The answer is every record that follows, printed exactly.

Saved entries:

-----

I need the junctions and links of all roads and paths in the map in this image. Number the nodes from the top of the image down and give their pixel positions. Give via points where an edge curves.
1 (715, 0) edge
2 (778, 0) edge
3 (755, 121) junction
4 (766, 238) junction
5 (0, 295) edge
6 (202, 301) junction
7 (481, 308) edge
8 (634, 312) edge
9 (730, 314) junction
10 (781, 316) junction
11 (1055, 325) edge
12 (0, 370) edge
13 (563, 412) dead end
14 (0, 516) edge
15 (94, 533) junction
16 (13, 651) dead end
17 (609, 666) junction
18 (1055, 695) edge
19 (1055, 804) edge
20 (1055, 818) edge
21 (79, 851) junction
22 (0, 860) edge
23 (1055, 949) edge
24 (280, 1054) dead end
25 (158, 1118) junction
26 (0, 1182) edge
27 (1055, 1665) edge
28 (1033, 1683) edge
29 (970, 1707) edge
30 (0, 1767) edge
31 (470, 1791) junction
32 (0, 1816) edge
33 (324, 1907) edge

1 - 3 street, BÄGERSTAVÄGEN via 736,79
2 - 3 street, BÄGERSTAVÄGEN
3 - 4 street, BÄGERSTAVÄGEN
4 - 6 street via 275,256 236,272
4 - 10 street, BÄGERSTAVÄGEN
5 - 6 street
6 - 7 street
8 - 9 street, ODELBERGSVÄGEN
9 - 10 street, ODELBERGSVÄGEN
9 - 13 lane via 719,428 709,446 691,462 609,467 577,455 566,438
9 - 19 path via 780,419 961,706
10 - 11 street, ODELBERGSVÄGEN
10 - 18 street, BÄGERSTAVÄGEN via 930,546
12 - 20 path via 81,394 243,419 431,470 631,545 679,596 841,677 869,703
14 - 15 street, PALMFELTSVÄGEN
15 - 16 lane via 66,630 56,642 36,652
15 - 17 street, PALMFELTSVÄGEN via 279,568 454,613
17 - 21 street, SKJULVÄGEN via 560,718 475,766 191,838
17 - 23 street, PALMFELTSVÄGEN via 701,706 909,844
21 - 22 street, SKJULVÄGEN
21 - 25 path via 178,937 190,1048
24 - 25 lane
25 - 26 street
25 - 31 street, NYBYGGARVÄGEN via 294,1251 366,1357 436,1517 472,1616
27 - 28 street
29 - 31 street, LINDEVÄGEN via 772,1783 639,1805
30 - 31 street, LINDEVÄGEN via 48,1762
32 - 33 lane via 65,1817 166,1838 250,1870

-----

:: WRITTEN ANSWER ::
I need the junctions and links of all roads and paths in the map in this image. Number the nodes from the top of the image down and give their pixel positions. Give via points where an edge curves.
1 (715, 0) edge
2 (778, 0) edge
3 (755, 121) junction
4 (766, 238) junction
5 (0, 295) edge
6 (202, 301) junction
7 (481, 308) edge
8 (634, 312) edge
9 (730, 314) junction
10 (781, 316) junction
11 (1055, 325) edge
12 (0, 370) edge
13 (563, 412) dead end
14 (0, 516) edge
15 (94, 533) junction
16 (13, 651) dead end
17 (609, 666) junction
18 (1055, 695) edge
19 (1055, 804) edge
20 (1055, 818) edge
21 (79, 851) junction
22 (0, 860) edge
23 (1055, 949) edge
24 (280, 1054) dead end
25 (158, 1118) junction
26 (0, 1182) edge
27 (1055, 1665) edge
28 (1033, 1683) edge
29 (970, 1707) edge
30 (0, 1767) edge
31 (470, 1791) junction
32 (0, 1816) edge
33 (324, 1907) edge

1 - 3 street, BÄGERSTAVÄGEN via 736,79
2 - 3 street, BÄGERSTAVÄGEN
3 - 4 street, BÄGERSTAVÄGEN
4 - 6 street via 275,256 236,272
4 - 10 street, BÄGERSTAVÄGEN
5 - 6 street
6 - 7 street
8 - 9 street, ODELBERGSVÄGEN
9 - 10 street, ODELBERGSVÄGEN
9 - 13 lane via 719,428 709,446 691,462 609,467 577,455 566,438
9 - 19 path via 780,419 961,706
10 - 11 street, ODELBERGSVÄGEN
10 - 18 street, BÄGERSTAVÄGEN via 930,546
12 - 20 path via 81,394 243,419 431,470 631,545 679,596 841,677 869,703
14 - 15 street, PALMFELTSVÄGEN
15 - 16 lane via 66,630 56,642 36,652
15 - 17 street, PALMFELTSVÄGEN via 279,568 454,613
17 - 21 street, SKJULVÄGEN via 560,718 475,766 191,838
17 - 23 street, PALMFELTSVÄGEN via 701,706 909,844
21 - 22 street, SKJULVÄGEN
21 - 25 path via 178,937 190,1048
24 - 25 lane
25 - 26 street
25 - 31 street, NYBYGGARVÄGEN via 294,1251 366,1357 436,1517 472,1616
27 - 28 street
29 - 31 street, LINDEVÄGEN via 772,1783 639,1805
30 - 31 street, LINDEVÄGEN via 48,1762
32 - 33 lane via 65,1817 166,1838 250,1870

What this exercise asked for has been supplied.